Both loans were fully anticipated to go to closing. In 2008 we purchased a home for cash for $310,000 in my daughter's name, but the home was ours. Last year we added ourselves to the deed. I spelled all this out to BOA and they said it didn't matter. Loan processing was a snap and got to the underwriter who rejected it the deed had only been in our name for 3 months.

Fast forward to Wells Fargo. Went to local branch and explained the entire title scenario. Local branch rep contacted the main lending headquarters. We were told as long as the title and deed was in our name for 6 months, it should be fine.

Facts:
We own the home free and clear.
Credit scores of 775 and 766
We have an income of $82,000 per year
debts run $45,000 with auto and student loans, $20,000 in credit card debts.
We to pay off $35,000 of those debts at closing.
Everything was pre approved and again we sped through the initial process.
Processors contacts me asking for explanation about credit card usage. Wrote a letter. She said title had cleared. All would be fine.
Next day she contacts me with the same questions about the title BOA had. They were freaked out that the home was originally purchased by my daughter (our funds and our home, just legally in her name) and then we were added to the deed. I explained we had done this due to travels and assurance that if anything happened to us, she would own the home.
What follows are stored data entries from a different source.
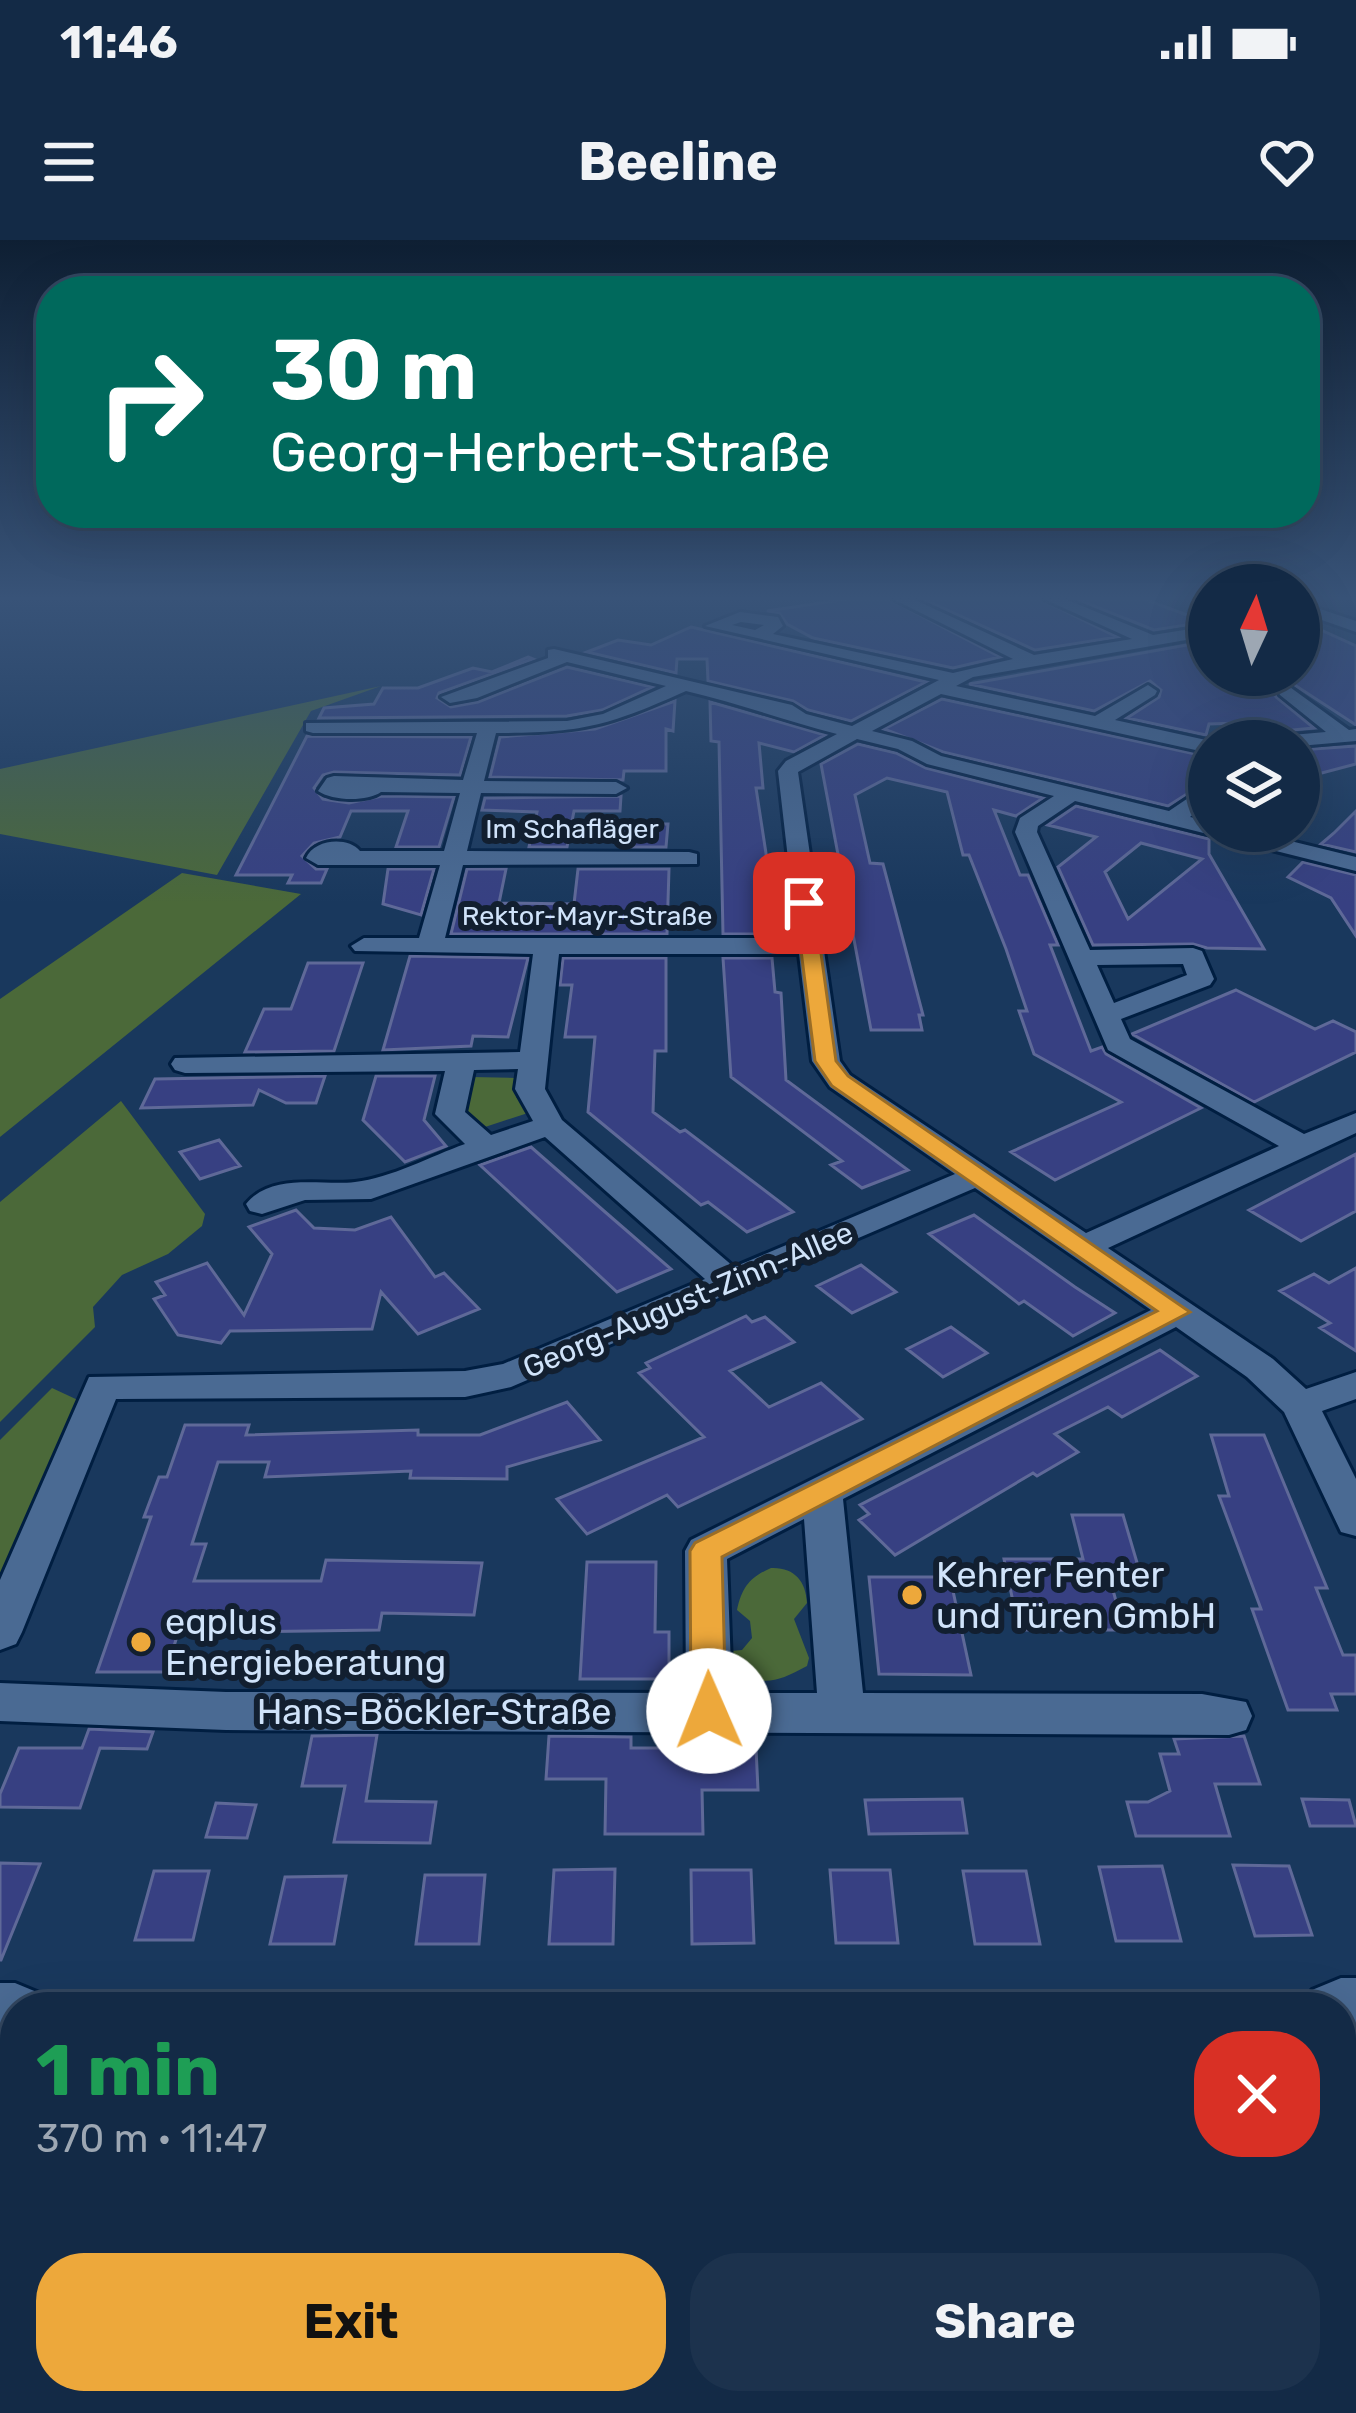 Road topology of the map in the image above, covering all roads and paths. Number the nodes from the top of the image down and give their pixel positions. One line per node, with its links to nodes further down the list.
1 (647, 700): 9 (street)
2 (749, 700): 10 (street)
3 (911, 700): 10 (street)
4 (1014, 700): 7 (street)
5 (1134, 700): 7 (street)
6 (1300, 700): 11 (street)
7 (1098, 723): 12 (street)
8 (314, 727): 9 (street)
9 (488, 728): 14 (street, Im Schafläger)
10 (853, 732): 16 (street); 28 (street)
11 (1349, 735)
12 (1188, 741)
13 (373, 786): 14 (street, Im Schafläger)
14 (473, 787): 15 (street, Im Schafläger); 22 (street, Im Schafläger)
15 (616, 788)
16 (1071, 794): 18 (street); 29 (street)
17 (1188, 807): 18 (street)
18 (1173, 819): 19 (street)
19 (1188, 823)
20 (1307, 852): 24 (street)
21 (346, 858): 22 (street, Im Schafläger)
22 (455, 858): 23 (street, Im Schafläger); 26 (street, Im Schafläger)
23 (689, 860)
24 (1356, 864)
25 (364, 946): 26 (street, Rektor-Mayr-Straße)
26 (430, 946): 27 (street, Rektor-Mayr-Straße)
27 (547, 946): 28 (street, Rektor-Mayr-Straße); 31 (street)
28 (811, 946): 38 (street)
29 (1079, 958): 30 (street); 30 (street)
30 (1105, 1016): 37 (street)
31 (531, 1060): 32 (street); 35 (street)
32 (460, 1062): 33 (street); 36 (street)
33 (185, 1064)
34 (1356, 1121): 37 (street)
35 (550, 1125): 36 (street); 41 (street)
36 (486, 1147): 39 (street)
37 (1304, 1147): 40 (street)
38 (976, 1176): 40 (street); 41 (street, Georg-August-Zinn-Allee)
39 (262, 1204)
40 (1084, 1247): 42 (street)
41 (731, 1282): 47 (street, Georg-August-Zinn-Allee)
42 (1177, 1312): 44 (street); 45 (street)
43 (1356, 1385): 44 (street)
44 (1300, 1405): 46 (street)
45 (822, 1492): 49 (street); 50 (street)
46 (1356, 1521)
47 (0, 1632)
48 (0, 1702): 49 (street, Hans-Böckler-Straße)
49 (709, 1711): 50 (street, Hans-Böckler-Straße)
50 (842, 1711): 51 (street, Hans-Böckler-Straße)
51 (1228, 1717) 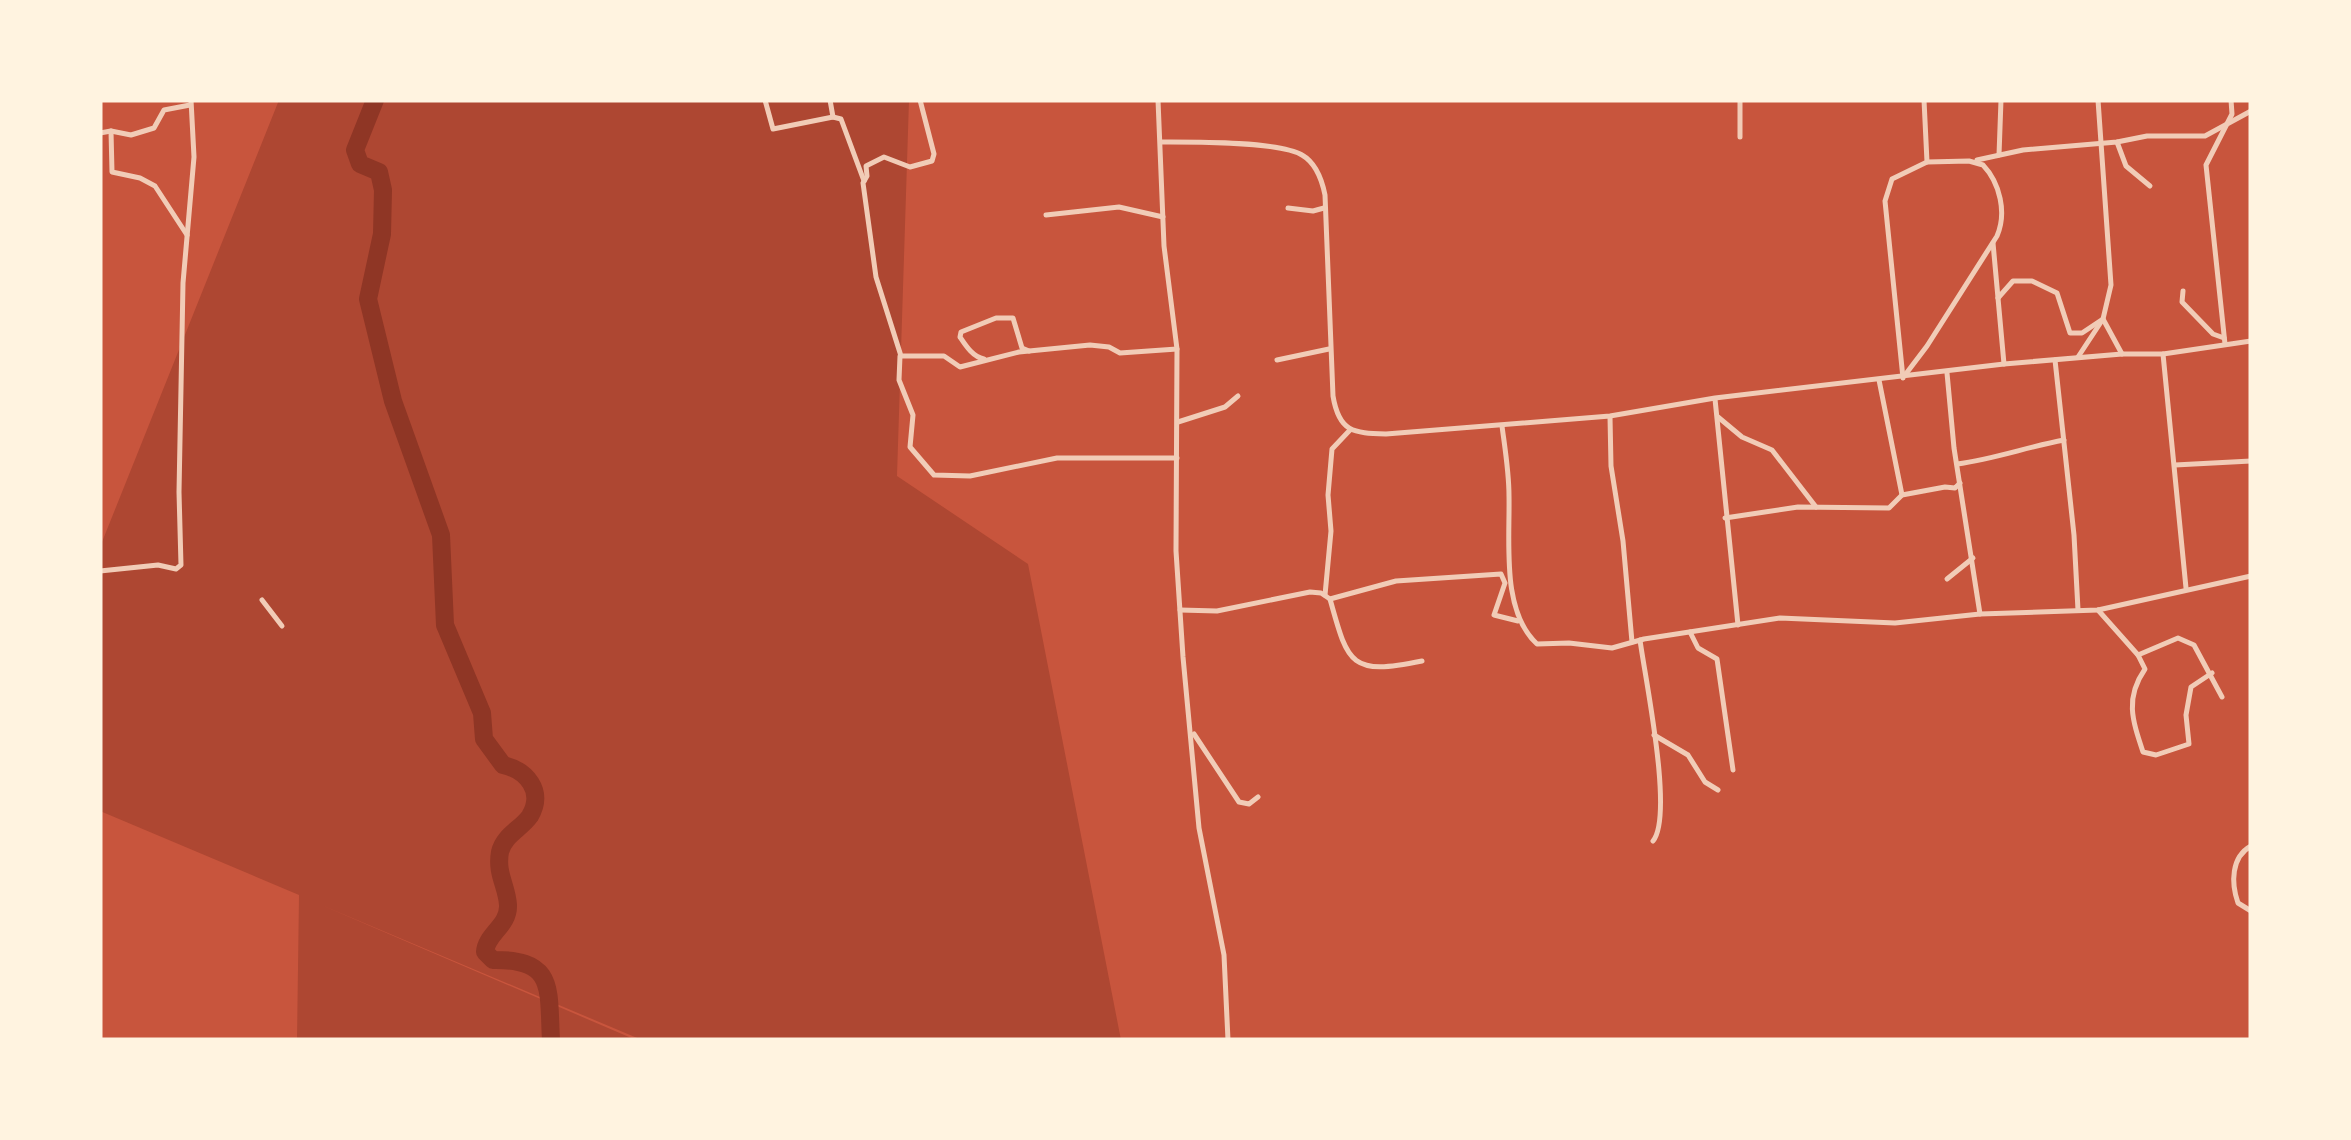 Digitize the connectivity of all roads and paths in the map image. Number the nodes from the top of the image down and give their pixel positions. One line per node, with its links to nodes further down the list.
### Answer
1 (766, 100): 12 (street)
2 (830, 100): 12 (street)
3 (920, 100): 23 (street)
4 (1158, 100): 17 (street)
5 (1740, 100): 16 (street)
6 (1924, 100): 22 (street)
7 (2001, 100): 20 (street)
8 (2098, 100): 19 (street)
9 (2232, 100): 13 (street)
10 (191, 102): 14 (street); 29 (street)
11 (2251, 110): 13 (street)
12 (832, 117): 23 (street)
13 (2227, 124): 18 (street); 34 (street)
14 (111, 131): 15 (street); 29 (street)
15 (100, 133)
16 (1740, 136)
17 (1162, 142): 26 (street); 28 (street)
18 (2117, 142): 19 (street); 24 (street)
19 (2099, 143): 20 (street); 33 (street)
20 (1999, 155): 21 (street)
21 (1974, 161): 22 (street); 30 (street)
22 (1927, 162): 48 (street)
23 (864, 182): 41 (street)
24 (2150, 186)
25 (1288, 208): 26 (street)
26 (1326, 208): 37 (street)
27 (1046, 215): 28 (street)
28 (1164, 217): 36 (street)
29 (187, 235): 67 (street)
30 (1993, 243): 32 (street); 48 (street)
31 (2183, 291): 34 (street)
32 (1998, 298): 33 (street); 46 (street)
33 (2102, 320): 39 (street); 42 (street)
34 (2225, 341): 35 (street); 40 (street)
35 (2251, 342)
36 (1177, 349): 38 (street); 54 (street)
37 (1330, 349): 44 (street); 56 (street)
38 (1032, 352): 43 (street); 43 (street)
39 (2122, 354): 40 (street); 42 (street)
40 (2162, 354): 61 (street)
41 (900, 355): 43 (street); 58 (street)
42 (2078, 357): 45 (street)
43 (990, 360)
44 (1277, 360)
45 (2055, 360): 46 (street); 57 (street)
46 (2004, 364): 47 (street)
47 (1947, 372): 48 (street); 60 (street)
48 (1903, 378): 49 (street)
49 (1879, 379): 51 (street); 63 (street)
50 (1238, 396): 54 (street)
51 (1715, 398): 52 (street); 53 (street)
52 (1610, 416): 55 (street); 81 (street)
53 (1718, 417): 64 (street); 65 (street)
54 (1178, 422): 58 (street)
55 (1502, 426): 56 (street); 77 (street)
56 (1350, 430): 71 (street)
57 (2064, 440): 60 (street); 74 (street)
58 (1178, 458): 73 (street)
59 (2251, 461): 61 (street)
60 (1957, 464): 62 (street)
61 (2176, 465): 70 (street)
62 (1960, 483): 63 (street); 66 (street)
63 (1902, 495): 64 (street)
64 (1816, 508): 65 (street)
65 (1725, 518): 78 (street)
66 (1973, 558): 69 (street); 76 (street)
67 (100, 571)
68 (2251, 576): 70 (street)
69 (1946, 579)
70 (2186, 588): 75 (street)
71 (1328, 597): 73 (street); 77 (street); 83 (street)
72 (262, 600): 79 (street)
73 (1180, 610): 86 (street)
74 (2078, 610): 75 (street); 76 (street)
75 (2098, 610): 82 (street)
76 (1980, 614): 78 (street)
77 (1523, 622): 81 (street)
78 (1738, 625): 80 (street)
79 (282, 626)
80 (1690, 632): 81 (street); 88 (street)
81 (1636, 641): 87 (street)
82 (2138, 655): 84 (street); 84 (street)
83 (1422, 661)
84 (2212, 673): 85 (street)
85 (2222, 696)
86 (1192, 732): 90 (street); 94 (street)
87 (1654, 735): 89 (street); 91 (street)
88 (1734, 770)
89 (1718, 790)
90 (1258, 797)
91 (1653, 842)
92 (2251, 846): 93 (street)
93 (2251, 912)
94 (1228, 1040)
Processors contacts me a week later and said underwriter was reviewing my letters. Day after that, rejected due to the title switches????

We did exactly what they asked, told them about the title upfront, NOBODY listened I guess. We were told we would be closing in two days and then nothing for three weeks while they came to this decision?

The home is owned free and clean, no liens, we have minimal debts and A credit ratings. We were seeking $70,000 HELOC on a home appraised at $342,000?!?!?

What more do banks want these days?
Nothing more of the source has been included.